WARNING: This blog post could lull you into a deep, deep sleep... Well, hopefully not, but the United States Court of Appeals for the Eleventh Circuit decided a case last week involving pay to student interns working as nurse anesthetists -- people who quite literally put others to sleep. The witty Judge Rosenbaum, writing for the court, quipped in the opening lines of the opinion: "Upon receiving their master’s degrees, certifications, and licenses, Plaintiff-Appellant student registered nurse anesthetists are legally able to put people to sleep. We have heard, though never ourselves experienced, that some legal opinions can do the same thing. We are hopeful that this one will not." He then footnoted: "But, then again, the writer is always the last to know."
What's good enough for Judge Rosenbaum and the Eleventh Circuit is surely good enough for this blog...thus the sleep joke as a lead-in to the heart of the matter, the court's decision rejecting the US Department of Labor's guidance on whether and when student interns are really "employees" entitled to a minimum wage under the federal Fair Labor Standards Act (FLSA). And if you can get through this without falling asleep, please let us know.
The student-plaintiffs in the case worked 40 hours per week (and sometimes more) over the course of four semesters in an effort to fulfill the clinical requirements imposed by the state to obtain their degrees and eventually their licenses to become Certified Registered Nurse Anesthetists. They sued under the FLSA (a tricky little devil of a statute, about which I recently blogged here), seeking compensation of at least a minimum wage for all the hours they had worked, plus a time-and-a-half premium for any hours worked in excess of 40 in any single workweek.
The defendants contended that the student interns were merely that -- interns, and not employees, who therefore had no entitlement to receive compensation for the work they performed. Thus, the case as it came to the Eleventh Circuit boiled down to the perhaps-not-so-simple question: were the student-interns "employees" within the meaning of the FLSA? And more particularly, how should the court decide?

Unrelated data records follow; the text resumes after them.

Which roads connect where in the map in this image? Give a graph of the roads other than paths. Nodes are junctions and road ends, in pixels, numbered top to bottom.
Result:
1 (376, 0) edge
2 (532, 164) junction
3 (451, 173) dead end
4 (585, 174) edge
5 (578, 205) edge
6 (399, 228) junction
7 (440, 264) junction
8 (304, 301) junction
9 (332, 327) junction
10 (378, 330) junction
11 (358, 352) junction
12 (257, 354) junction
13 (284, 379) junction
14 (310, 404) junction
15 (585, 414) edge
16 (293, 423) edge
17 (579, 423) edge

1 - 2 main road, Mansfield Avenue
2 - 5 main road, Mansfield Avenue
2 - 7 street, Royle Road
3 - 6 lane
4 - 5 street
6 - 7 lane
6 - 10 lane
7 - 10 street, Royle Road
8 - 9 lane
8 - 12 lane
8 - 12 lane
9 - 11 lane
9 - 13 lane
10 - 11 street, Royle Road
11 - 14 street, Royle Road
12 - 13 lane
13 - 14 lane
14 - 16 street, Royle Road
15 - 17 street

The plaintiffs vied for adoption of the US Department of Labor's approach, as articulated in its Field Operations Handbook. That test calls for examination of the work performed in light of what is often called a "six-factor" test, but which really consists of six requirements, because all six characteristics must be found in order for the workers to be classified as interns who can legally work for no pay. The factors generally call for evaluation of the circumstances and characteristics of the work to determine who benefits from it, but the kicker is really this one: "The employer that provides the training derives no immediate advantage from the activities of the trainees or students, and on occasion his/her operations may actually be impeded." In other words, if there is any benefit whatsoever to the employer, then the employer must pay the worker-interns. And this is so even if the agreement is clear that the work is for no pay, and that it is integral to the degree program in which the students are enrolled.

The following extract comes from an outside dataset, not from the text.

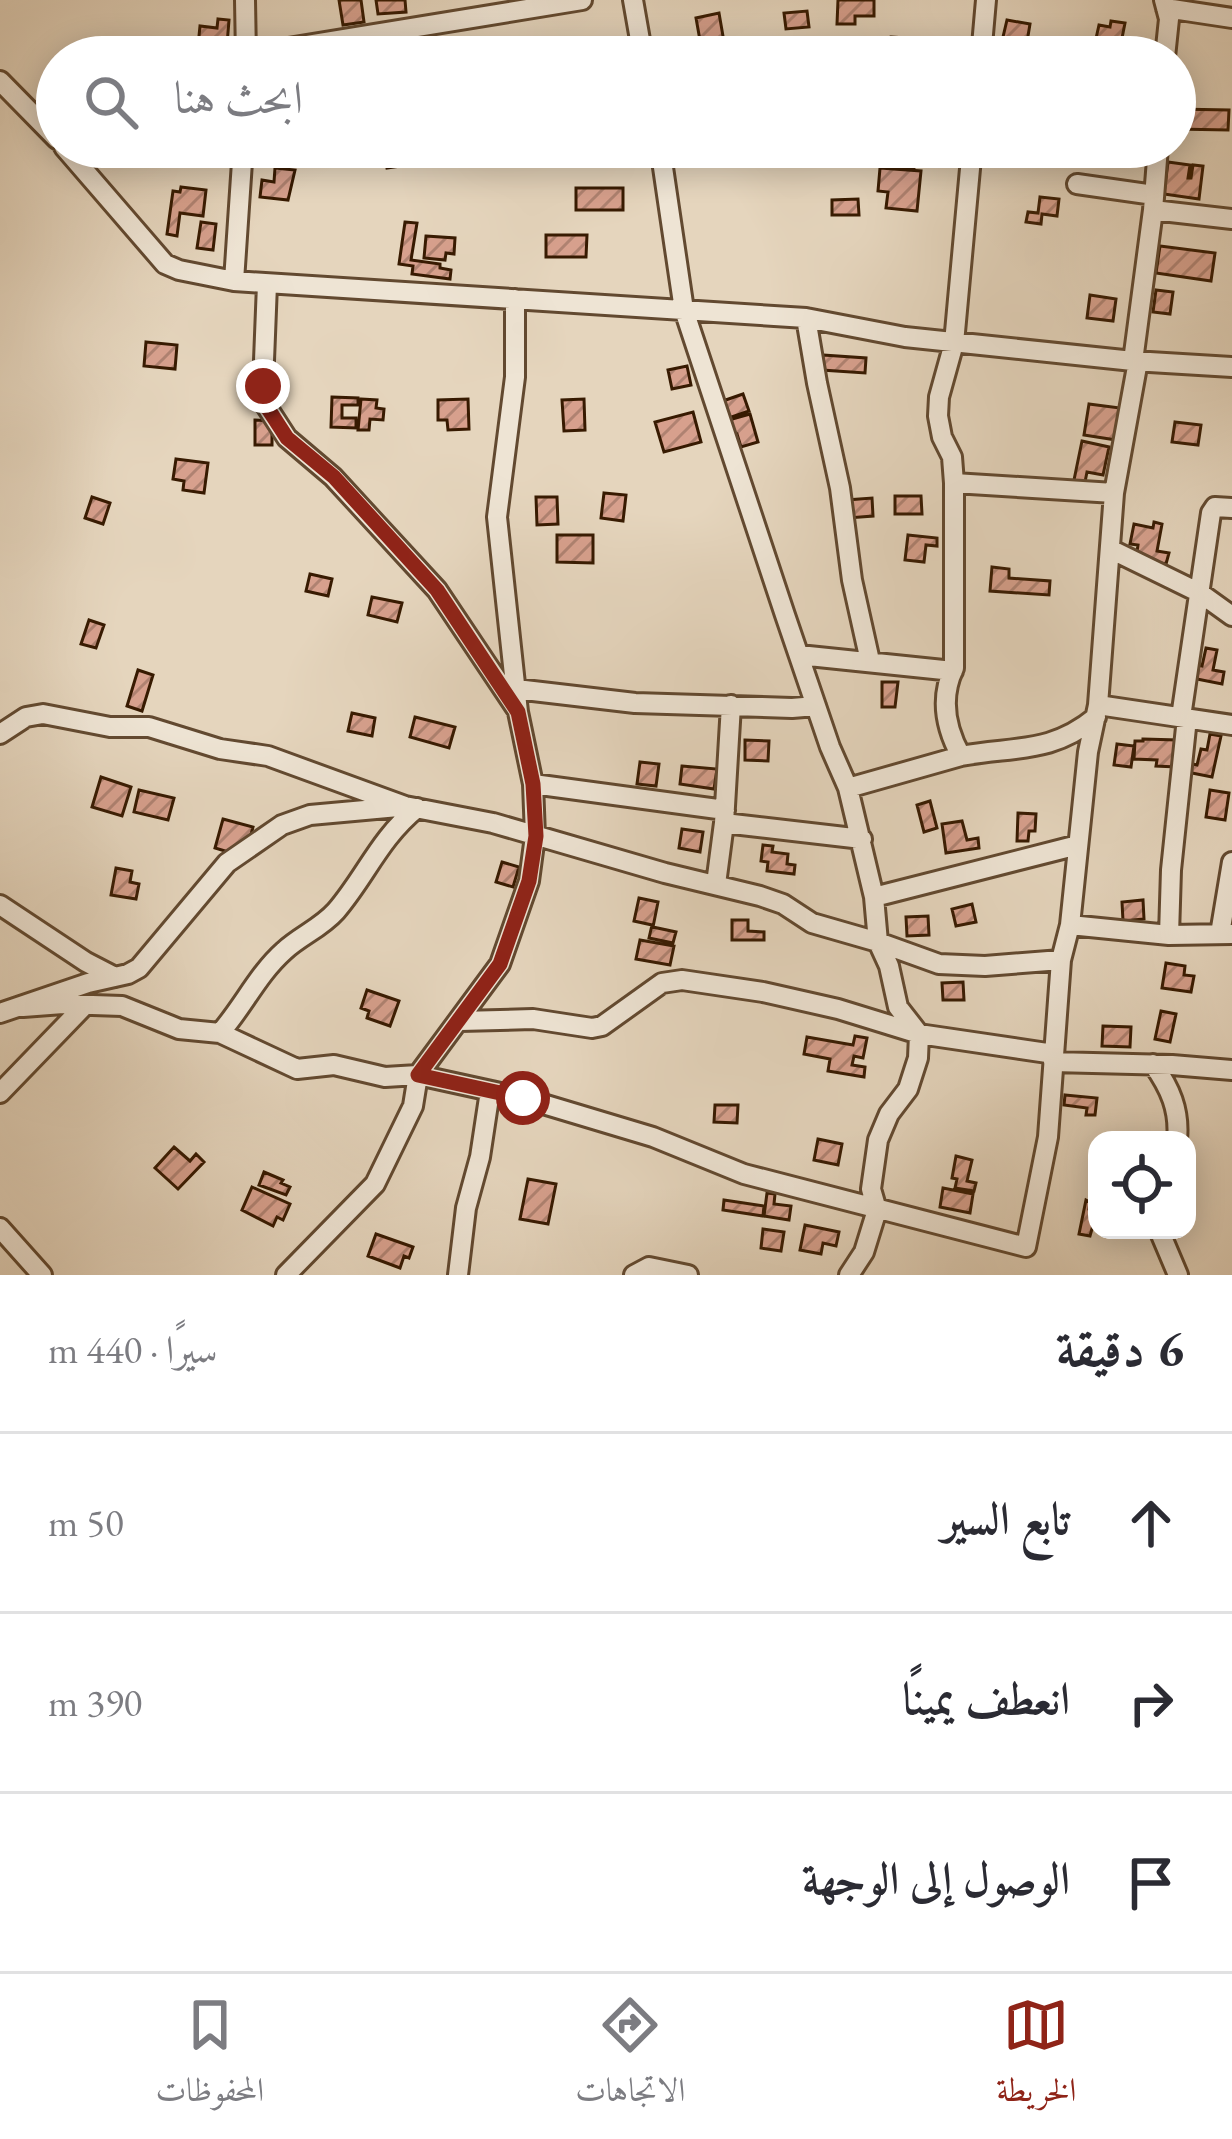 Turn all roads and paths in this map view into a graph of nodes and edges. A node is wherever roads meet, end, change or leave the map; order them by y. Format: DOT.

Finding this approach inflexible and ill-suited to address the modern reality of professional-program internships, the court declined to adopt it. Instead, the court pronounced a "primary beneficiary" test, calling for examination of the totality of the circumstances to ascertain whether the student benefits most from the opportunity, even if the employer also derives some advantage from the work performed. The court explained: "We think that the best way to [determine the primary beneficiary] is to focus on the benefits to the student while still considering whether the manner in which the employer implements the internship program takes unfair advantage of or is otherwise abusive towards the student." The court then went on to essentially re-frame the DOL's factors to take account of modern internship arrangements, examining the nature of the internship and its relationship to the educational program, the effect of the interns' work on the employer's paid employees, and the understandings between the parties.
Are you still awake? If so, then you've made it over the hump and are on the downhill side. Now's when we try to answer the important question: "What does all this mean?"
Well, if you are an enterprise that utilizes interns, you first need to determine whether this new decision affects you or not. The Eleventh Circuit encompasses the states of Georgia, Florida and Alabama, so if you're in one of those states, you can assume for now that a court would apply this newer, more flexible "primary beneficiary" test, should your interns decide to sue. And because the Eleventh Circuit here followed the lead of the Second Circuit (New York, Connecticut and Vermont) in rejecting the DOL's guidance in favor of the primary-beneficiary, totality-of-the-circumstances approach, companies in those locations can also assume this newer test applies. Basically, this gives employers of interns in those states covered by the new rule a bit more breathing room when it comes to liabilities and obligations under the FLSA.
As for the rest of you, the jury is still out on this one. Following the DOL guidance may be the safest best, though its rigid requirement that the employer obtain no benefit whatsoever from the intern's work may be difficult to achieve. Perhaps we can look for the Supreme Court to take this up before long. Until then, keep calm, and try to let your interns impede your productivity.